START Data records
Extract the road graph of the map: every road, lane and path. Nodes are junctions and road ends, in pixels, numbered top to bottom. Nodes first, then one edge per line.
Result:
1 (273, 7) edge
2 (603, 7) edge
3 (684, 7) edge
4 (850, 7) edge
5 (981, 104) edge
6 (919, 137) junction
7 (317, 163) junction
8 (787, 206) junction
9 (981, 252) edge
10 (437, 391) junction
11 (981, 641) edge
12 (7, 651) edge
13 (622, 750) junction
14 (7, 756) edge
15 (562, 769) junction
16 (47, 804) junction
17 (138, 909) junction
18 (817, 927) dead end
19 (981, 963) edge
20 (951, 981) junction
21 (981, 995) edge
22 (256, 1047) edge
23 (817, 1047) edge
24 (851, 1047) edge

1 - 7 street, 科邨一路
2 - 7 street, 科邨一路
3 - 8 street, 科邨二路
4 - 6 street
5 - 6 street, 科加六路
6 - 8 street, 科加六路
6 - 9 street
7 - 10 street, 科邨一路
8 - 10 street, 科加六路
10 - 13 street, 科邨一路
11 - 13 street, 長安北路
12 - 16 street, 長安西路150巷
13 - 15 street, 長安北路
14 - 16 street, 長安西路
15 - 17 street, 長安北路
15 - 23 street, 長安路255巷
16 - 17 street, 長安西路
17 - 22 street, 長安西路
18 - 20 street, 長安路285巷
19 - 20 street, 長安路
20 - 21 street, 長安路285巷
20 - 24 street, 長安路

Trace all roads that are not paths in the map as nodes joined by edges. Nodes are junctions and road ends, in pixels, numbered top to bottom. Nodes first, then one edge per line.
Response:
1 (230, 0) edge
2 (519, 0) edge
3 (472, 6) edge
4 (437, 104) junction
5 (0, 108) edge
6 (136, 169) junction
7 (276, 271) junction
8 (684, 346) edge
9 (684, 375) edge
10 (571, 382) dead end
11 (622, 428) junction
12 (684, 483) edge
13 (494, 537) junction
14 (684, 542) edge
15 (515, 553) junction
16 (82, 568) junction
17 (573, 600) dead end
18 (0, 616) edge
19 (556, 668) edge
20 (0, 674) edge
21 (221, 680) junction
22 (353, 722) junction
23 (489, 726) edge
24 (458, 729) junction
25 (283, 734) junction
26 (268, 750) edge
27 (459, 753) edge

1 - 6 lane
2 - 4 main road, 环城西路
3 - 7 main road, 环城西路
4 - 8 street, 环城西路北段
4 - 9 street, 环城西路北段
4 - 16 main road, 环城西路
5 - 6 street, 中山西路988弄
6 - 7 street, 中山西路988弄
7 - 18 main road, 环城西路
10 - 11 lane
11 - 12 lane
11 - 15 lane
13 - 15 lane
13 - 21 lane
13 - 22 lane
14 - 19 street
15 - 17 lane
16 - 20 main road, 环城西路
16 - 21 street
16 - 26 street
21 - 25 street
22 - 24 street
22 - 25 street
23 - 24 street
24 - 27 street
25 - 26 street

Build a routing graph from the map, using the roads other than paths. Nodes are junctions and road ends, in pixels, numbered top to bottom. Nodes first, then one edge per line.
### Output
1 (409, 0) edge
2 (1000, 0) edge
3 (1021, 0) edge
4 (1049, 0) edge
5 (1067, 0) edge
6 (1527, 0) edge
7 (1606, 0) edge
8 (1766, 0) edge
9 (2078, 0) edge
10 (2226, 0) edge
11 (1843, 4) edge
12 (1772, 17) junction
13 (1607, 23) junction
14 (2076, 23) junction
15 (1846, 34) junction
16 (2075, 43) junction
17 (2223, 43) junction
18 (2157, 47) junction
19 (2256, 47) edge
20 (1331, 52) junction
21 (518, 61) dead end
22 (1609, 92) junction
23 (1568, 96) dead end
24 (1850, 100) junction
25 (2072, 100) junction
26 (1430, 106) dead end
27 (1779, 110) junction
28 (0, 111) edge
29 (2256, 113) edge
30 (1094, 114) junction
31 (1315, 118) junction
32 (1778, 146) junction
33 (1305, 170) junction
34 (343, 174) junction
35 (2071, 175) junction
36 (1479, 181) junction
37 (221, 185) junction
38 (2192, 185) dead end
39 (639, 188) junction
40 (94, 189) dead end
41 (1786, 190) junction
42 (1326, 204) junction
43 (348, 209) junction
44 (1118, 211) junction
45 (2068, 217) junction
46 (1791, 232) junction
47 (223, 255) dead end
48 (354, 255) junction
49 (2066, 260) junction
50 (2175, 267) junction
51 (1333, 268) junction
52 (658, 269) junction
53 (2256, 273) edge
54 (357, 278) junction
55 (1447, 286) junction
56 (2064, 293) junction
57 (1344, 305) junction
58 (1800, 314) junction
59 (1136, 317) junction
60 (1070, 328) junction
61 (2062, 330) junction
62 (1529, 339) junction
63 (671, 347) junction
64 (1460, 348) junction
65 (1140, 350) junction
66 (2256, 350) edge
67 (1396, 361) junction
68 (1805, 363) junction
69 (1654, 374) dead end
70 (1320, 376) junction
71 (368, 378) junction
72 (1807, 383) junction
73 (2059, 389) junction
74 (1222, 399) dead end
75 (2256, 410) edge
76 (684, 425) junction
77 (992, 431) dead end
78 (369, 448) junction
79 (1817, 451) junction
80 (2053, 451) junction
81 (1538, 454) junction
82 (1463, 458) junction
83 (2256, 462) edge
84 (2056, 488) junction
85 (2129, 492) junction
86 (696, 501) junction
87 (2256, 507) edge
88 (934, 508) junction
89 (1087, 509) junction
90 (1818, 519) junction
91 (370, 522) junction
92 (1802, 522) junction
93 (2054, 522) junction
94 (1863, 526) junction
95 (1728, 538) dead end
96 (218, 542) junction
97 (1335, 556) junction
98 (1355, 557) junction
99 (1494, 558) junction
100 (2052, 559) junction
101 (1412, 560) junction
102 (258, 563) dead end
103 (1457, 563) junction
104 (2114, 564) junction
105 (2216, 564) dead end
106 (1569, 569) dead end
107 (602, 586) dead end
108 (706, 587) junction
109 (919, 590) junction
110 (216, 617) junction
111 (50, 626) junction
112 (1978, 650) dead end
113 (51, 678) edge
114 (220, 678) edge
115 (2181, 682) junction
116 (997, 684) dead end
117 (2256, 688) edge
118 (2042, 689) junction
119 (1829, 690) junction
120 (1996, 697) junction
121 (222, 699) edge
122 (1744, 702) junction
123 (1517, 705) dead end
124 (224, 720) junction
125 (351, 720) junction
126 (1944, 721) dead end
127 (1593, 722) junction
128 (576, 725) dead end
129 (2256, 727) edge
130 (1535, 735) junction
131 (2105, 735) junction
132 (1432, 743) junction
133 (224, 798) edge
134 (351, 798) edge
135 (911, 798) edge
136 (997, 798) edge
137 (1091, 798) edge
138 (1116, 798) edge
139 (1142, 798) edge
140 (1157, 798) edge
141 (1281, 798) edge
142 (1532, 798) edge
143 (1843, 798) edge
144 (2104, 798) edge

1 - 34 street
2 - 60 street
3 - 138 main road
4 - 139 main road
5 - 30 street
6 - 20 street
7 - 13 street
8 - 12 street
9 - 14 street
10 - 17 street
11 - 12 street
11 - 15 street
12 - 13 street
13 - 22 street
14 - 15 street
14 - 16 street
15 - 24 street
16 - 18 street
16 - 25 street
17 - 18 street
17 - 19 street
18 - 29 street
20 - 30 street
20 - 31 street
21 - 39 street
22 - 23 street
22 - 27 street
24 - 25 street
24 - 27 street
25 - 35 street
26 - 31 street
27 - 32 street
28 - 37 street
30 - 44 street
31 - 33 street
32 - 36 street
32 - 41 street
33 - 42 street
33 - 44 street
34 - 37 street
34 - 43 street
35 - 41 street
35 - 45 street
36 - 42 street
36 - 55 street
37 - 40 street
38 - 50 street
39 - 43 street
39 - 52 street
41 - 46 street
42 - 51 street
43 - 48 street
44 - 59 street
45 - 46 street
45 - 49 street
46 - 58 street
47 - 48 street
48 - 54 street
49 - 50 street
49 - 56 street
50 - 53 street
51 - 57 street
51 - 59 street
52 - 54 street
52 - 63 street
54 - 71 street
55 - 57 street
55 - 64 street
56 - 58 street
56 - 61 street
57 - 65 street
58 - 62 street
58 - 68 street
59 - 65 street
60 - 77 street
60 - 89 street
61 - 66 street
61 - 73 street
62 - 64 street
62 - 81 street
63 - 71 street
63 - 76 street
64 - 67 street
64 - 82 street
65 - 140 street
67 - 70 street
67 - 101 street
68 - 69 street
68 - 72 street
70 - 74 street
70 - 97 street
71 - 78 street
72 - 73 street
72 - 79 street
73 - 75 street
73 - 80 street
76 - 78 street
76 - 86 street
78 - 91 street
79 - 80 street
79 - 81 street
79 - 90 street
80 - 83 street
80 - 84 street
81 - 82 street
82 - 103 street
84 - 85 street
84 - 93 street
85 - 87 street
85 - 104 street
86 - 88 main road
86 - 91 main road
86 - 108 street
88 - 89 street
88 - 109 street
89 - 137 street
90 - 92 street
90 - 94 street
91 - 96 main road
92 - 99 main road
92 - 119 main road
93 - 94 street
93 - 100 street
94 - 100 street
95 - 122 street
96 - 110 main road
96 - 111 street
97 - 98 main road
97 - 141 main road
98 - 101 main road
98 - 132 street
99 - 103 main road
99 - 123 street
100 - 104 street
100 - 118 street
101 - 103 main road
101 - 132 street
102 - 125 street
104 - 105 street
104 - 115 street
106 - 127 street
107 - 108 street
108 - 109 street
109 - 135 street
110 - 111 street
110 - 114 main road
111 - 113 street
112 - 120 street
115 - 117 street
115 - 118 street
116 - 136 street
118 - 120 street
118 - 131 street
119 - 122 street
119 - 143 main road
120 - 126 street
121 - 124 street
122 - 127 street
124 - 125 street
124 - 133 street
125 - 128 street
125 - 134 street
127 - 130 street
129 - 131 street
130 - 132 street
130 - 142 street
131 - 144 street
END Data records
_Try it_
Reproduce exactly the lines above from the line with "Trace all roads" to the line with "Build a routing", including both, and add nothing.

_Solved exercise_
Trace all roads that are not paths in the map as nodes joined by edges. Nodes are junctions and road ends, in pixels, numbered top to bottom. Nodes first, then one edge per line.
Response:
1 (230, 0) edge
2 (519, 0) edge
3 (472, 6) edge
4 (437, 104) junction
5 (0, 108) edge
6 (136, 169) junction
7 (276, 271) junction
8 (684, 346) edge
9 (684, 375) edge
10 (571, 382) dead end
11 (622, 428) junction
12 (684, 483) edge
13 (494, 537) junction
14 (684, 542) edge
15 (515, 553) junction
16 (82, 568) junction
17 (573, 600) dead end
18 (0, 616) edge
19 (556, 668) edge
20 (0, 674) edge
21 (221, 680) junction
22 (353, 722) junction
23 (489, 726) edge
24 (458, 729) junction
25 (283, 734) junction
26 (268, 750) edge
27 (459, 753) edge

1 - 6 lane
2 - 4 main road, 环城西路
3 - 7 main road, 环城西路
4 - 8 street, 环城西路北段
4 - 9 street, 环城西路北段
4 - 16 main road, 环城西路
5 - 6 street, 中山西路988弄
6 - 7 street, 中山西路988弄
7 - 18 main road, 环城西路
10 - 11 lane
11 - 12 lane
11 - 15 lane
13 - 15 lane
13 - 21 lane
13 - 22 lane
14 - 19 street
15 - 17 lane
16 - 20 main road, 环城西路
16 - 21 street
16 - 26 street
21 - 25 street
22 - 24 street
22 - 25 street
23 - 24 street
24 - 27 street
25 - 26 street

Build a routing graph from the map, using the roads other than paths. Nodes are junctions and road ends, in pixels, numbered top to bottom. Nodes first, then one edge per line.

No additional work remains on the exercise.